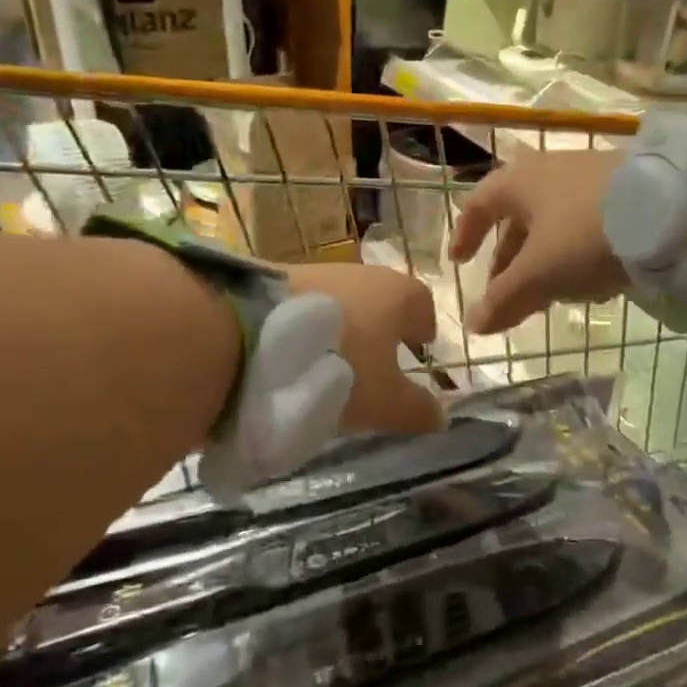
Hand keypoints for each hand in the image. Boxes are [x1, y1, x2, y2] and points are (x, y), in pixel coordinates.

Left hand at [286, 264, 444, 434]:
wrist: (246, 338)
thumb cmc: (337, 368)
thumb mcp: (384, 403)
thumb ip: (416, 410)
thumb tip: (440, 415)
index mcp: (397, 294)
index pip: (422, 306)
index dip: (422, 331)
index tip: (415, 354)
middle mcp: (361, 272)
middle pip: (380, 301)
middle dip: (379, 330)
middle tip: (372, 367)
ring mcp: (316, 271)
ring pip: (341, 302)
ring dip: (341, 329)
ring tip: (328, 366)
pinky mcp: (273, 278)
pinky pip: (304, 305)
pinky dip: (306, 328)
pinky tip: (292, 356)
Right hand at [448, 149, 628, 334]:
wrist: (672, 211)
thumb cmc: (584, 236)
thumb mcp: (538, 274)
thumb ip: (503, 300)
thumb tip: (473, 325)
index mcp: (518, 182)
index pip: (477, 205)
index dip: (465, 235)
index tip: (459, 262)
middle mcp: (549, 171)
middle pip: (517, 219)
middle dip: (508, 260)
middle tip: (504, 293)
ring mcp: (589, 178)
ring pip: (553, 224)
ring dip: (543, 260)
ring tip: (548, 295)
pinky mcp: (624, 191)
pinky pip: (586, 225)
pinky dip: (575, 253)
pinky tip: (592, 282)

● ● ● ●

#### Task instructions:
At the line containing "thumb ip: (416, 410)", start transcribing exactly, and continue through the last line of the listing. Stop there and add nothing.

#### Solution below:
thumb ip: (416, 410)
thumb tip: (440, 415)
index mcp: (397, 294)
index pip: (422, 306)
index dip: (422, 331)
index tip: (415, 354)
middle mcp: (361, 272)
middle pip: (380, 301)
middle dip: (379, 330)
middle tip: (372, 367)
ring mcp: (316, 271)
ring pip: (341, 302)
ring dip: (341, 329)
ring tip: (328, 366)
pinky mcp: (273, 278)
pinky pip: (304, 305)
pinky dip: (306, 328)
pinky tip: (292, 356)
Right hand at [448, 149, 628, 334]:
wrist: (672, 211)
thumb cmc: (584, 236)
thumb mcp: (538, 274)
thumb ip: (503, 300)
thumb tip: (473, 325)
index mcp: (518, 182)
index pip: (477, 205)
index dip: (465, 235)
index tip: (459, 262)
middle mcp: (549, 171)
middle pip: (517, 219)
middle dip: (508, 260)
middle tip: (504, 293)
ring mcp: (589, 178)
ring pip: (553, 224)
ring dip: (543, 260)
ring tip: (548, 295)
pinky mcp: (624, 191)
pinky pip: (586, 225)
pinky dip: (575, 253)
pinky tip: (592, 282)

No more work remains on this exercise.